We started by using the smallest and largest observations to indicate the variability of a distribution. These two observations tell us little about the distribution as a whole, but they give information about the tails of the distribution that is missing if we know Q1, M, and Q3. To get a quick summary of both center and variability, combine all five numbers.
These five numbers offer a reasonably complete description of center and variability. For the 13 midsized cars in Table 5.7, you can verify that the five-number summary for city gas mileage is
15 | 17 | 21 | 25.5 | 58 |
Five-Number Summary DEFINITION
The five-number summary of a distribution consists of the smallest observation, the first quartile, the median, the third quartile, and the largest observation, written in order from smallest to largest. The five-number summary is expressed as follows:
minimum | Q1 | M | Q3 | maximum |
Determine the five-number summary for the highway gas mileage in Table 5.7 (page 196).
21, 26.5, 31, 34, 52
A boxplot can visually represent both the location and the variability of data-sets. To compare the cars’ city fuel efficiency to highway fuel efficiency, we can create boxplots from the five-number summaries of the data in Table 5.7. Figure 5.16 shows boxplots for both city and highway gas mileages for midsized cars.
Boxplot DEFINITION
A boxplot (or box-and-whisker plot) is a graph of the five-number summary.
Because boxplots show less detail than histograms or stemplots, they are best used for side-by-side comparison of more than one distribution, as in Figure 5.16. When you look at a boxplot, first locate the median, which marks the center of the distribution. Then look at the variability. The quartiles show the variability of the middle half of the data, and the extremes (the smallest and largest observations) show the variability of the entire dataset. So is there really much of a difference in gas mileages between city and highway?

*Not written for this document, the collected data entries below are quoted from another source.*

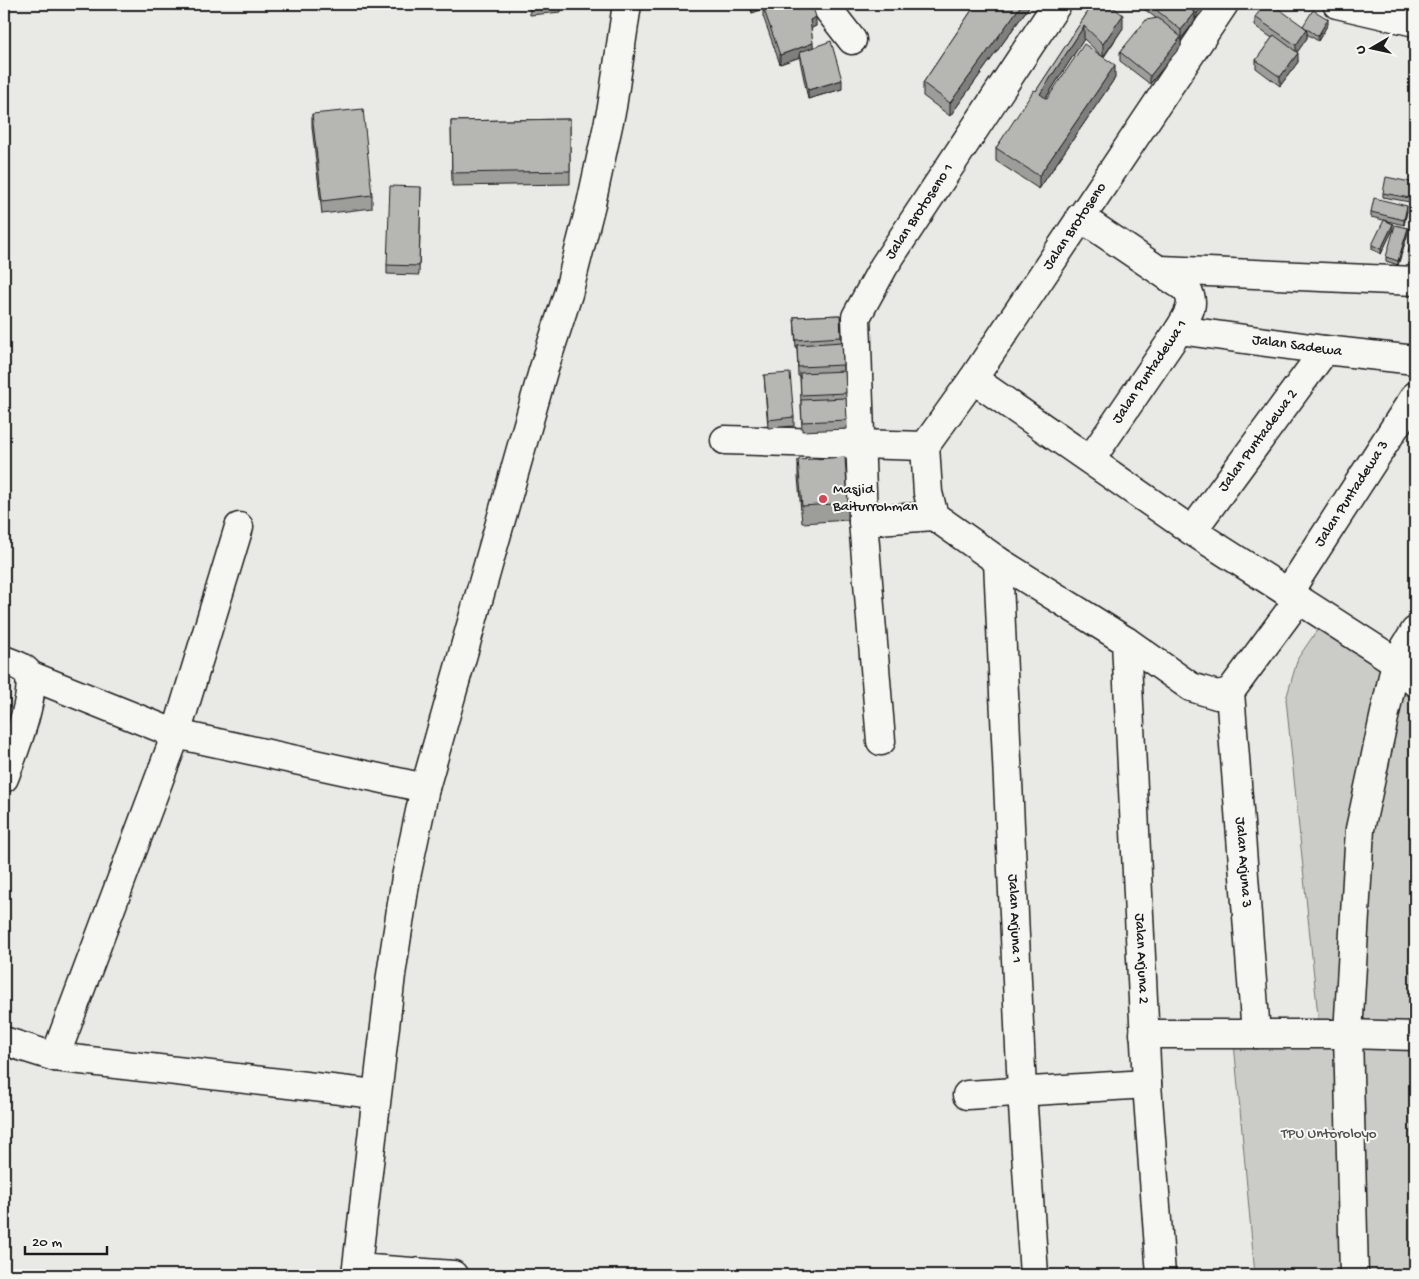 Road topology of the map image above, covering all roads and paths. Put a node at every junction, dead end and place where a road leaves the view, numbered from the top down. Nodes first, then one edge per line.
1 (627, 4) edge
2 (824, 4) edge
3 (1057, 4) edge
4 (1224, 4) edge
5 (1337, 4) edge
6 (1415, 22) edge
7 (852, 40) dead end
8 (1080, 217) junction
9 (1161, 270) junction
10 (1415, 281) edge
11 (1179, 330) junction
12 (1325, 350) junction
13 (1415, 360) edge
14 (973, 379) junction
15 (1415, 396) edge
16 (724, 440) dead end
17 (860, 444) junction
18 (924, 446) junction
19 (1091, 458) junction
20 (934, 516) junction
21 (863, 521) junction
22 (239, 527) dead end
23 (1192, 531) junction
24 (998, 561) junction
25 (1293, 597) junction
26 (1415, 631) edge
27 (1126, 641) junction
28 (4, 660) edge
29 (1396, 662) junction
30 (29, 675) junction
31 (1415, 682) edge
32 (1230, 692) junction
33 (176, 734) junction
34 (882, 741) dead end
35 (4, 778) edge
36 (425, 788) junction
37 (1144, 1034) junction
38 (1256, 1034) junction
39 (1348, 1034) junction
40 (1415, 1036) edge
41 (4, 1040) edge
42 (55, 1057) junction
43 (1146, 1084) junction
44 (1022, 1091) junction
45 (375, 1094) junction
46 (967, 1095) dead end
47 (356, 1272) edge
48 (453, 1275) edge
49 (1034, 1275) edge
50 (1161, 1275) edge
51 (1354, 1275) edge

1 - 36 street
2 - 7 street
3 - 17 street, Jalan Brotoseno 1
4 - 8 street, Jalan Brotoseno
5 - 6 street
8 - 9 street, Jalan Puntadewa 1
8 - 14 street, Jalan Brotoseno
9 - 10 street
9 - 11 street, Jalan Puntadewa 1
11 - 12 street, Jalan Sadewa
11 - 19 street, Jalan Puntadewa 1
12 - 13 street, Jalan Sadewa
12 - 23 street, Jalan Puntadewa 2
14 - 18 street, Jalan Brotoseno
14 - 19 street
15 - 25 street, Jalan Puntadewa 3
16 - 17 street
17 - 18 street
17 - 21 street, Jalan Brotoseno 1
18 - 20 street
19 - 23 street
20 - 21 street
20 - 24 street
21 - 34 street, Jalan Brotoseno 1
22 - 33 street
23 - 25 street
24 - 27 street
24 - 44 street, Jalan Arjuna 1
25 - 29 street
25 - 32 street, Jalan Puntadewa 3
26 - 29 street
27 - 32 street
27 - 37 street, Jalan Arjuna 2
28 - 30 street
29 - 31 street
29 - 39 street
30 - 33 street
30 - 35 street
32 - 38 street, Jalan Arjuna 3
33 - 36 street
33 - 42 street
36 - 45 street
37 - 38 street
37 - 43 street, Jalan Arjuna 2
38 - 39 street
39 - 40 street
39 - 51 street
41 - 42 street
42 - 45 street
43 - 44 street
43 - 50 street, Jalan Arjuna 2
44 - 46 street
44 - 49 street, Jalan Arjuna 1
45 - 47 street
47 - 48 street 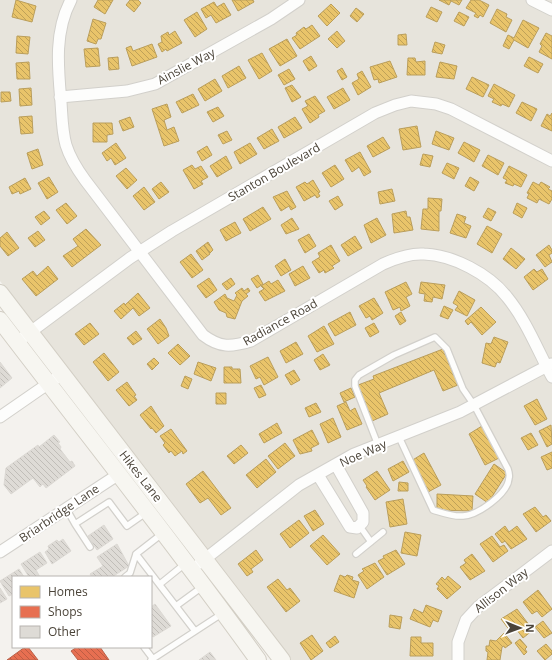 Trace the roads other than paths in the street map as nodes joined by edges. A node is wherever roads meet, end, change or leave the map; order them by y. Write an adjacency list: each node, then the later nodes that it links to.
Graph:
1 (70, 0): 5 (street, Radiance Road)
2 (299, 0): 5 (street, Ainslie Way)
3 (532, 0): 4 (street)
4 (552, 10)
5 (60, 97): 7 (street, Radiance Road)
6 (552, 161): 7 (street, Stanton Boulevard)
7 (140, 252): 10 (street, Stanton Boulevard); 12 (street, Radiance Road)
8 (0, 293): 10 (main road, Hikes Lane)
9 (0, 320): 11 (main road, Hikes Lane)
10 (30, 332): 11 (street, Stanton Boulevard); 13 (main road, Hikes Lane)
11 (17, 342): 15 (main road, Hikes Lane)
12 (549, 365): 14 (street, Radiance Road); 16 (street, Noe Way)
13 (62, 374): 15 (street); 35 (main road, Hikes Lane)
14 (552, 377)
15 (48, 384): 17 (street); 21 (main road, Hikes Lane)
16 (474, 405): 18 (street, Noe Way); 18 (lane); 19 (lane)
17 (0, 417)
18 (399, 437): 19 (street, Noe Way)
19 (378, 445): 20 (street, Noe Way)
20 (336, 465): 22 (street, Noe Way); 26 (street)
21 (119, 474): 23 (street, Briarbridge Lane); 24 (main road, Hikes Lane)
22 (318, 475): 26 (street); 35 (street, Noe Way)
23 (66, 508): 25 (lane); 31 (street, Briarbridge Lane)
24 (148, 512): 25 (lane); 27 (main road, Hikes Lane)
25 (75, 524): 30 (lane)
26 (359, 525): 29 (lane)
27 (163, 532): 33 (lane); 36 (main road, Hikes Lane)
28 (383, 532): 29 (lane)
29 (371, 542): 34 (lane)
30 (90, 547)
31 (1, 551)
32 (552, 551): 47 (street, Allison Way)
33 (136, 554): 37 (lane); 38 (lane)
34 (356, 554)
35 (206, 559): 36 (street, Noe Way); 46 (main road, Hikes Lane)
36 (189, 566): 38 (lane); 39 (main road, Hikes Lane)
37 (126, 576)
38 (160, 584): 40 (lane)
39 (204, 586): 40 (lane); 41 (main road, Hikes Lane)
40 (176, 606): 42 (lane)
41 (224, 613): 42 (lane); 45 (main road, Hikes Lane)
42 (195, 631): 44 (lane)
43 (145, 648): 44 (lane)
44 (152, 660)
45 (258, 660)
46 (282, 660)
47 (458, 660) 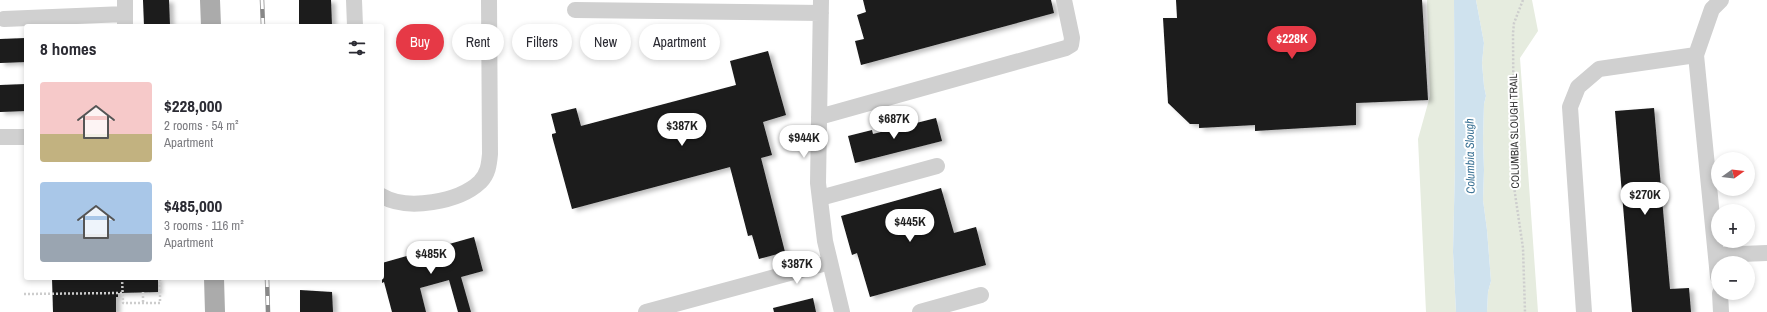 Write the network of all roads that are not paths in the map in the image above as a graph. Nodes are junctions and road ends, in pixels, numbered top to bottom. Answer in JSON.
{"nodes":[{"id":1,"x":210,"y":0,"type":"edge"},
{"id":2,"x":354,"y":0,"type":"edge"},
{"id":3,"x":489,"y":0,"type":"edge"},
{"id":4,"x":1064,"y":0,"type":"edge"},
{"id":5,"x":1721,"y":0,"type":"edge"},
{"id":6,"x":821,"y":7,"type":"edge"},
{"id":7,"x":575,"y":10,"type":"dead end"},
{"id":8,"x":125,"y":13,"type":"edge"},
{"id":9,"x":4,"y":19,"type":"dead end"},
{"id":10,"x":211,"y":24,"type":"edge"},
{"id":11,"x":355,"y":24,"type":"edge"},
{"id":12,"x":1696,"y":55,"type":"junction"},
{"id":13,"x":819,"y":117,"type":"junction"},
{"id":14,"x":0,"y":137,"type":"edge"},
{"id":15,"x":24,"y":137,"type":"edge"},
{"id":16,"x":937,"y":166,"type":"dead end"},
{"id":17,"x":384,"y":197,"type":"edge"},
{"id":18,"x":820,"y":198,"type":"junction"},
{"id":19,"x":1767,"y":253,"type":"edge"},
{"id":20,"x":1716,"y":255,"type":"joint"},
{"id":21,"x":830,"y":262,"type":"junction"},
{"id":22,"x":214,"y":280,"type":"edge"},
{"id":23,"x":981,"y":295,"type":"dead end"},
{"id":24,"x":1720,"y":300,"type":"edge"},
{"id":25,"x":215,"y":312,"type":"edge"},
{"id":26,"x":646,"y":312,"type":"edge"},
{"id":27,"x":842,"y":312,"type":"edge"},
{"id":28,"x":920,"y":312,"type":"edge"},
{"id":29,"x":1584,"y":312,"type":"edge"},
{"id":30,"x":1721,"y":312,"type":"edge"}],
"edges":[{"from":1,"to":10,"type":"main road"},
{"from":2,"to":11,"type":"street"},
{"from":3,"to":17,"type":"street"},
{"from":4,"to":13,"type":"street"},
{"from":5,"to":12,"type":"street"},
{"from":6,"to":7,"type":"street"},
{"from":6,"to":13,"type":"street"},
{"from":8,"to":9,"type":"street"},
{"from":12,"to":20,"type":"street"},
{"from":12,"to":29,"type":"street"},
{"from":13,"to":18,"type":"street"},
{"from":14,"to":15,"type":"street"},
{"from":16,"to":18,"type":"street"},
{"from":18,"to":21,"type":"street"},
{"from":19,"to":20,"type":"street"},
{"from":21,"to":26,"type":"street"},
{"from":21,"to":27,"type":"street"},
{"from":22,"to":25,"type":"main road"},
{"from":23,"to":28,"type":"street"},
{"from":24,"to":30,"type":"street"}]} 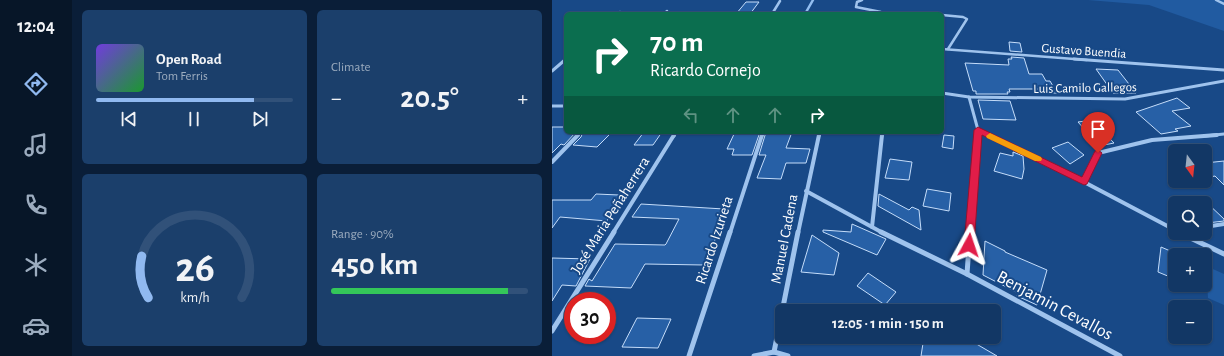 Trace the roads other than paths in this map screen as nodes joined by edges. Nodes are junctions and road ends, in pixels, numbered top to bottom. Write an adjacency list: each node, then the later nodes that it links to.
1 (862, 0): 6 (street)
2 (1216, 0): 4 (street)
3 (780, 1): 5 (street)
4 (1224, 4)
5 (773, 12)
6 (881, 12)
7 (944, 15): 9 (street)
8 (944, 49): 9 (street, Gustavo Buendia)
9 (948, 49): 11 (street, Gustavo Buendia)
10 (564, 61): 12 (street)
11 (1224, 70)
12 (552, 71)
13 (1224, 81): 15 (street, Luis Camilo Gallegos)
14 (944, 93): 15 (street, Luis Camilo Gallegos)
15 (969, 97): 18 (street)
16 (552, 106): 17 (street)
17 (564, 106)
18 (978, 130): 26 (street); 34 (street)
19 (578, 134): 25 (street)
20 (675, 134): 35 (street, José Maria Peñaherrera)
21 (762, 134): 37 (street, Ricardo Izurieta)
22 (820, 134): 27 (street, Manuel Cadena)
23 (882, 134): 31 (street)
24 (1224, 134): 26 (street)
25 (552, 162)
26 (1084, 182): 29 (street)
27 (806, 191): 31 (street, Benjamin Cevallos); 36 (street, Manuel Cadena)
28 (1224, 224): 30 (street)
29 (1168, 226)
30 (1212, 226)
31 (872, 227): 34 (street, Benjamin Cevallos)
32 (1195, 240): 33 (street)
33 (1224, 254)
34 (967, 274): 40 (street, Benjamin Cevallos)
35 (552, 330)
36 (774, 352): 38 (street); 39 (street)
37 (689, 356)
38 (754, 356)
39 (788, 356)
40 (1120, 356) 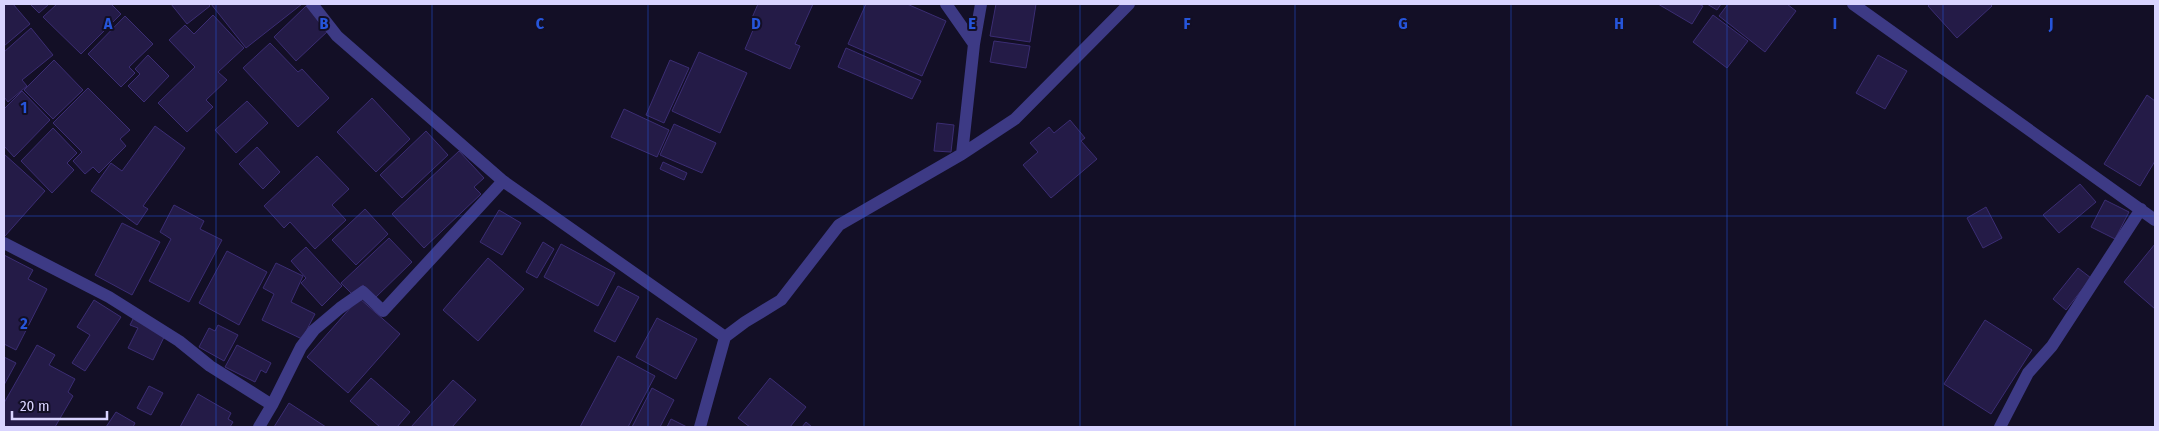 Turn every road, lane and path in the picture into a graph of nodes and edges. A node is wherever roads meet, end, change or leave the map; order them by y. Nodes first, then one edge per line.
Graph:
1 (312, 4) edge
2 (946, 4) edge
3 (981, 4) edge
4 (1129, 4) edge
5 (1853, 4) edge
6 (974, 44) junction
7 (962, 154) junction
8 (503, 181) junction
9 (2141, 209) junction
10 (2155, 220) edge
11 (4, 243) edge
12 (725, 337) junction
13 (272, 405) junction
14 (259, 427) edge
15 (700, 427) edge
16 (2000, 427) edge

1 - 8 street
2 - 6 street
3 - 6 street
4 - 7 street
5 - 9 street
6 - 7 street
7 - 12 street
8 - 12 street
8 - 13 street
9 - 10 street
9 - 16 street
11 - 13 street
12 - 15 street
13 - 14 street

From the boxplots, we see at once that highway mileages are noticeably higher than city mileages: The third quartile city mileage is less than the first quartile of highway mileage. Boxplots can also indicate a distribution’s skewness. In both boxplots, the upper whiskers are longer than the lower whiskers, meaning that the upper quarter of the data is more spread out than the lower quarter. The upper whisker of the city mileage is longer and extends higher than the upper whisker of the highway mileage. That is due to the hybrid nature of Toyota’s Prius (an outlier), which gets better gas mileage in the city than on the highway.
We also see that the variability of highway mileages has a somewhat different pattern than the variability of city mileages. The range of the highway mileages is represented by the length of the boxplot (maximum - minimum) and is smaller for the highway mileage data than for the city mileage data. The variability of the middle half of the data is represented by the length of the box (Q3– and appears to be about the same for both diagrams.
Be aware that some calculators and software packages offer an alternative option for boxplots in which the lines go to the farthest values within 1.5 box-lengths of the quartiles, so they do not automatically go out to the minimum and maximum values. The advantage of this modified boxplot is that any individual values more than 1.5 box-lengths beyond either quartile can be marked as outliers. Figure 5.17 shows a modified boxplot for the city and highway gas mileages data. Only the mileage for the Prius was more than 1.5 box-lengths beyond Q3 and these values have been plotted as dots in the modified boxplot.